Look below. Copy each line that has "main" in it.

• _DATASET EXTRACT_
=== Section Start ===

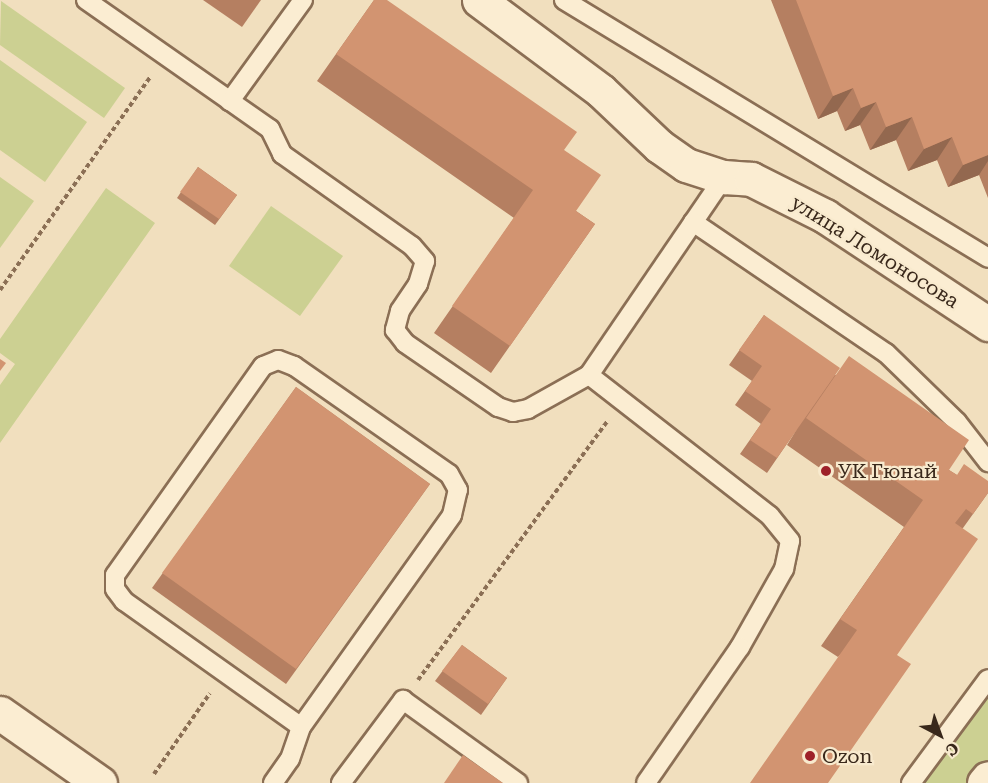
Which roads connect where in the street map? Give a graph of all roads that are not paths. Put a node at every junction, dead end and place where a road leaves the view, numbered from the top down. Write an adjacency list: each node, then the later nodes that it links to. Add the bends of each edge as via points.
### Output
1 (86, 0): 5 (lane)
2 (303, 0): 5 (lane)
3 (564, 0): 8 (lane)
4 (493, 4): 6 (street, улица Ломоносова, via 601,90 659,146 686,165)
5 (230, 101): 10 (lane, via 270,129 282,154 412,246 425,261 395,330 405,343 498,407 513,412 528,409)
6 (724, 177): 7 (lane); 9 (street, улица Ломоносова, via 751,179 825,216)
7 (693, 222): 10 (lane); 11 (lane, via 886,353 957,422)
8 (988, 258)
9 (988, 324)
10 (589, 375): 20 (lane, via 770,516 790,541 783,569 740,647)
11 (988, 462)
12 (988, 679): 21 (lane)
13 (0, 713): 16 (street)
14 (301, 727): 14 (lane, via 452,514 458,490 439,468 294,366 278,360 263,366 115,575 115,589 124,601); 17 (lane, via 290,759)
15 (988, 778): 22 (street)
16 (100, 783)
17 (273, 783)
18 (341, 783): 19 (lane, via 403,700)
19 (518, 783)
20 (646, 783)
21 (911, 783)
22 (984, 783)

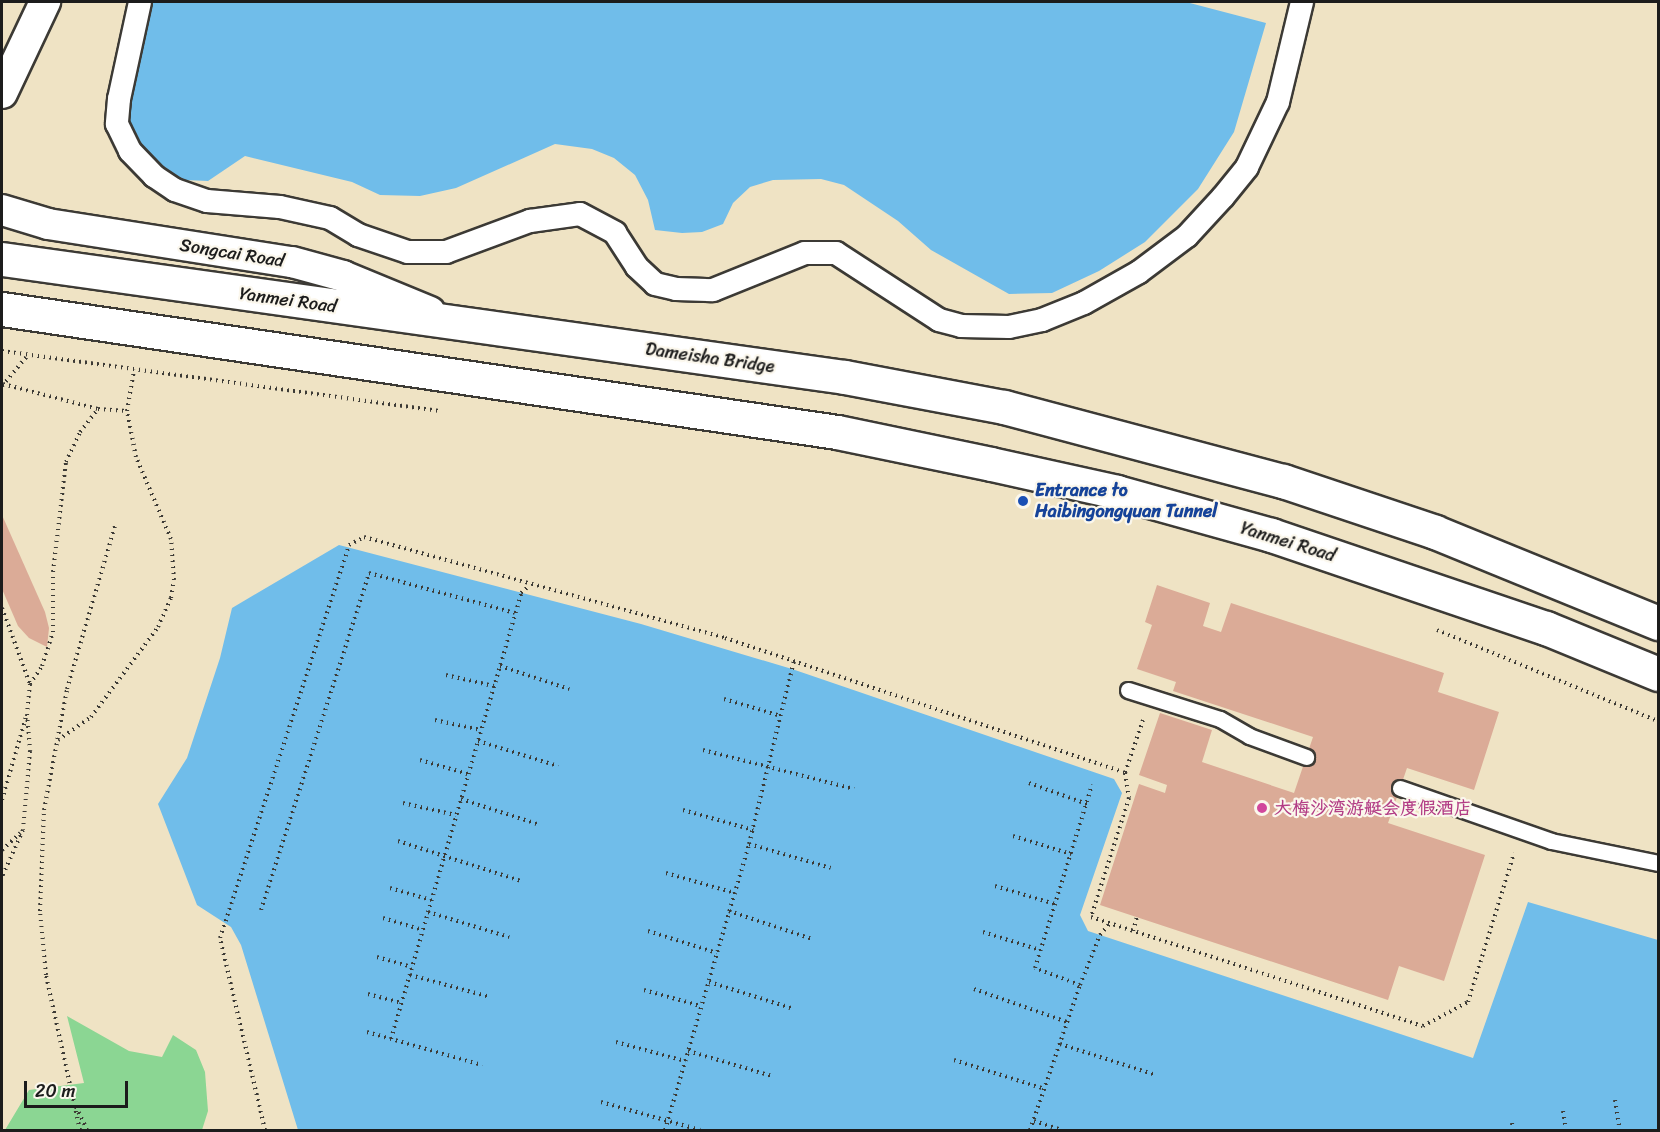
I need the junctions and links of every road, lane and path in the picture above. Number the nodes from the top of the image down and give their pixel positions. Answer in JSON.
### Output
{"nodes":[{"id":1,"x":45,"y":2,"type":"edge"},
{"id":2,"x":140,"y":2,"type":"edge"},
{"id":3,"x":1302,"y":2,"type":"edge"},
{"id":4,"x":2,"y":93,"type":"edge"},
{"id":5,"x":2,"y":210,"type":"edge"},
{"id":6,"x":2,"y":259,"type":"edge"},
{"id":7,"x":2,"y":309,"type":"edge"},
{"id":8,"x":455,"y":323,"type":"junction"},
{"id":9,"x":575,"y":339,"type":"joint"},
{"id":10,"x":2,"y":351,"type":"edge"},
{"id":11,"x":27,"y":356,"type":"junction"},
{"id":12,"x":134,"y":370,"type":"junction"},
{"id":13,"x":2,"y":385,"type":"edge"},
{"id":14,"x":98,"y":409,"type":"junction"},
{"id":15,"x":127,"y":411,"type":"junction"},
{"id":16,"x":449,"y":412,"type":"dead end"},
{"id":17,"x":116,"y":523,"type":"dead end"},
{"id":18,"x":529,"y":585,"type":"junction"},
{"id":19,"x":2,"y":608,"type":"edge"},
{"id":20,"x":515,"y":613,"type":"junction"},
{"id":21,"x":1659,"y":623,"type":"edge"},
{"id":22,"x":1431,"y":628,"type":"dead end"},
{"id":23,"x":794,"y":661,"type":"junction"},
{"id":24,"x":500,"y":666,"type":"junction"},
{"id":25,"x":1659,"y":674,"type":"edge"},
{"id":26,"x":446,"y":675,"type":"dead end"},
{"id":27,"x":30,"y":684,"type":"junction"},
{"id":28,"x":494,"y":686,"type":"junction"},
{"id":29,"x":569,"y":689,"type":"dead end"},
{"id":30,"x":1128,"y":690,"type":"dead end"},
{"id":31,"x":1152,"y":696,"type":"junction"},
{"id":32,"x":724,"y":699,"type":"dead end"},
{"id":33,"x":27,"y":714,"type":"junction"},
{"id":34,"x":781,"y":716,"type":"junction"},
{"id":35,"x":435,"y":720,"type":"dead end"},
{"id":36,"x":1659,"y":721,"type":"edge"},
{"id":37,"x":481,"y":730,"type":"junction"},
{"id":38,"x":57,"y":741,"type":"junction"},
{"id":39,"x":478,"y":741,"type":"junction"},
{"id":40,"x":703,"y":750,"type":"dead end"},
{"id":41,"x":1306,"y":757,"type":"dead end"},
{"id":42,"x":420,"y":760,"type":"dead end"},
{"id":43,"x":558,"y":766,"type":"dead end"},
{"id":44,"x":769,"y":766,"type":"junction"},
{"id":45,"x":1125,"y":773,"type":"junction"},
{"id":46,"x":468,"y":774,"type":"junction"},
{"id":47,"x":1029,"y":783,"type":"dead end"},
{"id":48,"x":1092,"y":785,"type":"dead end"},
{"id":49,"x":1400,"y":788,"type":"dead end"},
{"id":50,"x":854,"y":789,"type":"dead end"},
{"id":51,"x":461,"y":799,"type":"junction"},
{"id":52,"x":2,"y":800,"type":"edge"},
{"id":53,"x":403,"y":803,"type":"dead end"},
{"id":54,"x":1087,"y":804,"type":"junction"},
{"id":55,"x":683,"y":810,"type":"dead end"},
{"id":56,"x":456,"y":815,"type":"junction"},
{"id":57,"x":540,"y":825,"type":"dead end"},
{"id":58,"x":23,"y":830,"type":"junction"},
{"id":59,"x":753,"y":830,"type":"junction"},
{"id":60,"x":1521,"y":830,"type":"junction"},
{"id":61,"x":1013,"y":836,"type":"dead end"},
{"id":62,"x":398,"y":841,"type":"dead end"},
{"id":63,"x":749,"y":844,"type":"junction"},
{"id":64,"x":2,"y":850,"type":"edge"},
{"id":65,"x":1071,"y":854,"type":"junction"},
{"id":66,"x":444,"y":855,"type":"junction"},
{"id":67,"x":1659,"y":863,"type":"edge"},
{"id":68,"x":831,"y":868,"type":"dead end"},
{"id":69,"x":666,"y":873,"type":"dead end"},
{"id":70,"x":2,"y":877,"type":"edge"},
{"id":71,"x":521,"y":881,"type":"dead end"},
{"id":72,"x":995,"y":886,"type":"dead end"},
{"id":73,"x":390,"y":888,"type":"dead end"},
{"id":74,"x":735,"y":893,"type":"junction"},
{"id":75,"x":431,"y":900,"type":"junction"},
{"id":76,"x":1055,"y":904,"type":"junction"},
{"id":77,"x":261,"y":910,"type":"dead end"},
{"id":78,"x":729,"y":911,"type":"junction"},
{"id":79,"x":428,"y":912,"type":"junction"},
{"id":80,"x":1137,"y":917,"type":"dead end"},
{"id":81,"x":383,"y":918,"type":"dead end"},
{"id":82,"x":1110,"y":923,"type":"junction"},
{"id":83,"x":423,"y":930,"type":"junction"},
{"id":84,"x":648,"y":931,"type":"dead end"},
{"id":85,"x":1133,"y":931,"type":"junction"},
{"id":86,"x":983,"y":932,"type":"dead end"},
{"id":87,"x":509,"y":937,"type":"dead end"},
{"id":88,"x":812,"y":939,"type":"dead end"},
{"id":89,"x":1040,"y":950,"type":"junction"},
{"id":90,"x":717,"y":953,"type":"junction"},
{"id":91,"x":377,"y":957,"type":"dead end"},
{"id":92,"x":411,"y":967,"type":"junction"},
{"id":93,"x":410,"y":975,"type":"junction"},
{"id":94,"x":709,"y":982,"type":"junction"},
{"id":95,"x":1080,"y":985,"type":"junction"},
{"id":96,"x":974,"y":989,"type":"dead end"},
{"id":97,"x":644,"y":990,"type":"dead end"},
{"id":98,"x":368,"y":994,"type":"dead end"},
{"id":99,"x":490,"y":997,"type":"dead end"},
{"id":100,"x":401,"y":1003,"type":"junction"},
{"id":101,"x":701,"y":1006,"type":"junction"},
{"id":102,"x":791,"y":1008,"type":"dead end"},
{"id":103,"x":1067,"y":1022,"type":"junction"},
{"id":104,"x":367,"y":1032,"type":"dead end"},
{"id":105,"x":391,"y":1039,"type":"junction"},
{"id":106,"x":616,"y":1042,"type":"dead end"},
{"id":107,"x":1060,"y":1044,"type":"junction"},
{"id":108,"x":688,"y":1051,"type":"junction"},
{"id":109,"x":954,"y":1060,"type":"dead end"},
{"id":110,"x":685,"y":1061,"type":"junction"},
{"id":111,"x":482,"y":1065,"type":"dead end"},
{"id":112,"x":1156,"y":1075,"type":"dead end"},
{"id":113,"x":772,"y":1076,"type":"dead end"},
{"id":114,"x":1044,"y":1089,"type":"junction"},
{"id":115,"x":72,"y":1098,"type":"junction"},
{"id":116,"x":1616,"y":1100,"type":"dead end"},
{"id":117,"x":601,"y":1102,"type":"dead end"},
{"id":118,"x":1563,"y":1111,"type":"dead end"},
{"id":119,"x":668,"y":1121,"type":"junction"},
{"id":120,"x":1034,"y":1121,"type":"junction"},
{"id":121,"x":1512,"y":1123,"type":"dead end"},
{"id":122,"x":80,"y":1131,"type":"edge"},
{"id":123,"x":87,"y":1131,"type":"edge"},
{"id":124,"x":265,"y":1131,"type":"edge"},
{"id":125,"x":665,"y":1131,"type":"edge"},
{"id":126,"x":700,"y":1131,"type":"edge"},
{"id":127,"x":1030,"y":1131,"type":"edge"},
{"id":128,"x":1062,"y":1131,"type":"edge"},
{"id":129,"x":1513,"y":1131,"type":"edge"},
{"id":130,"x":1566,"y":1131,"type":"edge"},
{"id":131,"x":1620,"y":1131,"type":"edge"}],
"edges":[{"from":1,"to":4,"type":"street"},
{"from":2,"to":3,"type":"street"},
{"from":5,"to":8,"type":"street","name":"Songcai Road"},
{"from":6,"to":8,"type":"main road","name":"Yanmei Road"},
{"from":7,"to":25,"type":"main road","name":"Yanmei Road"},
{"from":8,"to":9,"type":"main road","name":"Yanmei Road"},
{"from":9,"to":21,"type":"main road","name":"Dameisha Bridge"},
{"from":10,"to":11,"type":"path"},
{"from":11,"to":12,"type":"path"},
{"from":11,"to":13,"type":"path"},
{"from":12,"to":15,"type":"path"},
{"from":12,"to":16,"type":"path"},
{"from":13,"to":14,"type":"path"},
{"from":14,"to":15,"type":"path"},
{"from":14,"to":27,"type":"path"},
{"from":15,"to":38,"type":"path"},
{"from":17,"to":38,"type":"path"},
{"from":18,"to":20,"type":"path"},
{"from":18,"to":23,"type":"path"},
{"from":18,"to":124,"type":"path"},
{"from":19,"to":27,"type":"path"},
{"from":20,"to":24,"type":"path"},
{"from":20,"to":77,"type":"path"},
{"from":22,"to":36,"type":"path"},
{"from":23,"to":34,"type":"path"},
{"from":23,"to":45,"type":"path"},
{"from":24,"to":28,"type":"path"},
{"from":24,"to":29,"type":"path"},
{"from":26,"to":28,"type":"path"},
{"from":27,"to":33,"type":"path"},
{"from":28,"to":37,"type":"path"},
{"from":30,"to":31,"type":"lane"},
{"from":31,"to":41,"type":"lane"},
{"from":31,"to":45,"type":"path"},
{"from":32,"to":34,"type":"path"},
{"from":33,"to":52,"type":"path"},
{"from":33,"to":58,"type":"path"},
{"from":34,"to":44,"type":"path"},
{"from":35,"to":37,"type":"path"},
{"from":37,"to":39,"type":"path"},
{"from":38,"to":115,"type":"path"},
{"from":39,"to":43,"type":"path"},
{"from":39,"to":46,"type":"path"},
{"from":40,"to":44,"type":"path"},
{"from":42,"to":46,"type":"path"},
{"from":44,"to":50,"type":"path"},
{"from":44,"to":59,"type":"path"},
{"from":45,"to":82,"type":"path"},
{"from":46,"to":51,"type":"path"},
{"from":47,"to":54,"type":"path"},
{"from":48,"to":54,"type":"path"},
{"from":49,"to":60,"type":"lane"},
{"from":51,"to":56,"type":"path"},
{"from":51,"to":57,"type":"path"},
{"from":53,"to":56,"type":"path"},
{"from":54,"to":65,"type":"path"},
{"from":55,"to":59,"type":"path"},
{"from":56,"to":66,"type":"path"},
{"from":58,"to":64,"type":"path"},
{"from":58,"to":70,"type":"path"},
{"from":59,"to":63,"type":"path"},
{"from":60,"to":67,"type":"lane"},
{"from":60,"to":85,"type":"path"},
{"from":61,"to":65,"type":"path"},
{"from":62,"to":66,"type":"path"},
{"from":63,"to":68,"type":"path"},
{"from":63,"to":74,"type":"path"},
{"from":65,"to":76,"type":"path"},
{"from":66,"to":71,"type":"path"},
{"from":66,"to":75,"type":"path"},
{"from":69,"to":74,"type":"path"},
{"from":72,"to":76,"type":"path"},
{"from":73,"to":75,"type":"path"},
{"from":74,"to":78,"type":"path"},
{"from":75,"to":79,"type":"path"},
{"from":76,"to":89,"type":"path"},
{"from":78,"to":88,"type":"path"},
{"from":78,"to":90,"type":"path"},
{"from":79,"to":83,"type":"path"},
{"from":79,"to":87,"type":"path"},
{"from":80,"to":85,"type":"path"},
{"from":81,"to":83,"type":"path"},
{"from":82,"to":85,"type":"path"},
{"from":82,"to":95,"type":"path"},
{"from":83,"to":92,"type":"path"},
{"from":84,"to":90,"type":"path"},
{"from":86,"to":89,"type":"path"},
{"from":89,"to":95,"type":"path"},
{"from":90,"to":94,"type":"path"},
{"from":91,"to":92,"type":"path"},
{"from":92,"to":93,"type":"path"},
{"from":93,"to":99,"type":"path"},
{"from":93,"to":100,"type":"path"},
{"from":94,"to":101,"type":"path"},
{"from":94,"to":102,"type":"path"},
{"from":95,"to":103,"type":"path"},
{"from":96,"to":103,"type":"path"},
{"from":97,"to":101,"type":"path"},
{"from":98,"to":100,"type":"path"},
{"from":100,"to":105,"type":"path"},
{"from":101,"to":108,"type":"path"},
{"from":103,"to":107,"type":"path"},
{"from":104,"to":105,"type":"path"},
{"from":105,"to":111,"type":"path"},
{"from":106,"to":110,"type":"path"},
{"from":107,"to":112,"type":"path"},
{"from":107,"to":114,"type":"path"},
{"from":108,"to":110,"type":"path"},
{"from":108,"to":113,"type":"path"},
{"from":109,"to":114,"type":"path"},
{"from":110,"to":119,"type":"path"},
{"from":114,"to":120,"type":"path"},
{"from":115,"to":122,"type":"path"},
{"from":115,"to":123,"type":"path"},
{"from":116,"to":131,"type":"path"},
{"from":117,"to":119,"type":"path"},
{"from":118,"to":130,"type":"path"},
{"from":119,"to":125,"type":"path"},
{"from":119,"to":126,"type":"path"},
{"from":120,"to":127,"type":"path"},
{"from":120,"to":128,"type":"path"},
{"from":121,"to":129,"type":"path"}]}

=== Section End ===

• _EXPECTED ANSWER_
{"from":6,"to":8,"type":"main road","name":"Yanmei Road"},
{"from":7,"to":25,"type":"main road","name":"Yanmei Road"},
{"from":8,"to":9,"type":"main road","name":"Yanmei Road"},
{"from":9,"to":21,"type":"main road","name":"Dameisha Bridge"},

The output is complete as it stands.